Loteria

sarau-heitor-dos-prazeres

Por Sérgio Tavares *

Toda a vez que minha mãe pedia para chamar meu pai, eu cruzava o portão, atravessava a rua e ia até o bar. Meu pai passava o dia inteiro no bar. Em casa, apenas dormia. O bar era uma espécie de prisão voluntária, onde recebia visitas regulares dos filhos. Com a família, ele vivia em regime semiaberto.

Meu pai trabalhava num embarcadouro, lixando navios. Ficava metade do mês fora de casa. Quando retornava, ia direto para o bar, com o bolso gordo pela féria. Os frequentadores já sabiam e o recebiam com festa, prevendo que distribuiria cerveja à larga e petiscos sem limite de despesas, enquanto minha mãe se virava para que não passassem fome os cinco filhos. Às vezes, ele ficava tão bêbado que não resistia e caia pela rua. Um vizinho estreitava o portão, avisava e, envergonhados, íamos ao seu resgate.

Um dia meu pai entrou pela casa, num horário incomum de aparecer, anunciando que tinha ganhado na loteria. Trazia o bilhete entre os dedos. A princípio, ninguém deu bola, então ele tirou do bolso um recorte de jornal com a série de números do sorteio recente. A sequência exata. Entramos numa gincana de euforia. Minhas irmãs berravam sonhos, minha mãe, de joelhos, rezava alto, aos prantos. Eu e meu irmão corremos até o quintal para pegarmos duas sacolas de lona a fim de depositar os milhões de cruzados.

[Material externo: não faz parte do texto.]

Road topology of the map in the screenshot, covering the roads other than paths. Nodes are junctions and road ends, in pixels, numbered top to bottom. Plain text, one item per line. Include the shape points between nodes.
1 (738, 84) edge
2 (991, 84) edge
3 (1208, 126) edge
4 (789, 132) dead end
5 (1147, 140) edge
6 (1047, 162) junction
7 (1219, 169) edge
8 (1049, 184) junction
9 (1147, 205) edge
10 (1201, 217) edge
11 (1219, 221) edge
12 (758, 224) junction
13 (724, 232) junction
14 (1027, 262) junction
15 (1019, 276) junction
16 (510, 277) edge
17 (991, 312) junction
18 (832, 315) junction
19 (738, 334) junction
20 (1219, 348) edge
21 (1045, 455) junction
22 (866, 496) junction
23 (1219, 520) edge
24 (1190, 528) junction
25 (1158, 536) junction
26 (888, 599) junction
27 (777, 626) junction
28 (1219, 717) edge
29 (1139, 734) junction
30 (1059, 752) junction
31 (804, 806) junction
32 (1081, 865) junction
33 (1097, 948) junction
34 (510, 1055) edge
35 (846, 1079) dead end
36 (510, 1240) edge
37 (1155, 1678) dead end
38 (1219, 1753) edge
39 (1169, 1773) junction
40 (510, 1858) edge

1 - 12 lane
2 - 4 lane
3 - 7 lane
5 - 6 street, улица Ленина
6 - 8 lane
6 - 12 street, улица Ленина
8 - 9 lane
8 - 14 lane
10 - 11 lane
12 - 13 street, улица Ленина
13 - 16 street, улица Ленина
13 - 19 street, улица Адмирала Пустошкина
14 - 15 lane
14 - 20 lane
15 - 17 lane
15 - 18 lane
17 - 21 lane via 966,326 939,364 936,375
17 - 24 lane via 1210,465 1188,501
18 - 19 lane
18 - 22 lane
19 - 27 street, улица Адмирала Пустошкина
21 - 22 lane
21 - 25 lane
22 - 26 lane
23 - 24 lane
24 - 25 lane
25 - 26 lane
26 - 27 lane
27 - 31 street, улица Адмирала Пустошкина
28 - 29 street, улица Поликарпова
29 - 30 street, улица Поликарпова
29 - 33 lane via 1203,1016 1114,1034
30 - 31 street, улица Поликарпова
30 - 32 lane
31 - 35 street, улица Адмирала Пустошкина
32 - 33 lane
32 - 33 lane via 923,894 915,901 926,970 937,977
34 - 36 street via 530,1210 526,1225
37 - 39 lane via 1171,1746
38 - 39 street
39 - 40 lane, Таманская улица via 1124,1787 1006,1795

Naquela mesma tarde, acompanhei meu pai até a casa lotérica. Sentia o coração indomável pulsar por todo corpo. Fomos até um guichê e de fato os números estavam corretos, contudo eram de um sorteio ainda porvir. Meu pai tinha comprado o bilhete de um salafrário que havia repetido a série premiada. Enganou a todos nós.

Olhei para ele, que me retribuiu com um sorriso de canto de boca, entregando-me a sacola e tomando a dianteira. No caminho de volta, enquanto atravessávamos um terreno baldio, deixei que se distanciasse e catei um pedregulho. Aproximava-me, quando levianamente ele guinou os passos rumo ao bar, sobrepesando em mim a tarefa de informar a todos. Nunca vou esquecer a expressão congelada naqueles rostos, ao empurrar a porta.

Considero o episódio da loteria um marco, pois a partir dele se iniciou uma sucessão de mudanças irrevogáveis. No inverno subsequente, minha mãe foi internada em razão de uma pneumonia que a asfixiou até o fim. Eu cursava uma escola técnica à época, e, numa dessas chances únicas, fui convidado a participar de um câmbio de estudantes fora do país. Nunca mais retornei àquela casa. Não soube do meu pai e dos meus irmãos. Subtrai o passado tal um tecido que se dobra e encurta-se a extensão. Passaram-se vinte anos.

Até que recebi um telegrama comunicando a morte do meu pai. Não sei, talvez pela brevidade das palavras, decidi voltar. Eu havia me tornado um homem com opiniões e escolhas próprias, e reencontrar meus irmãos foi como abraçar uma pele rançosa que eu tinha conseguido trocar e eles não. Todos feios e repletos de filhos, netos. Chocos.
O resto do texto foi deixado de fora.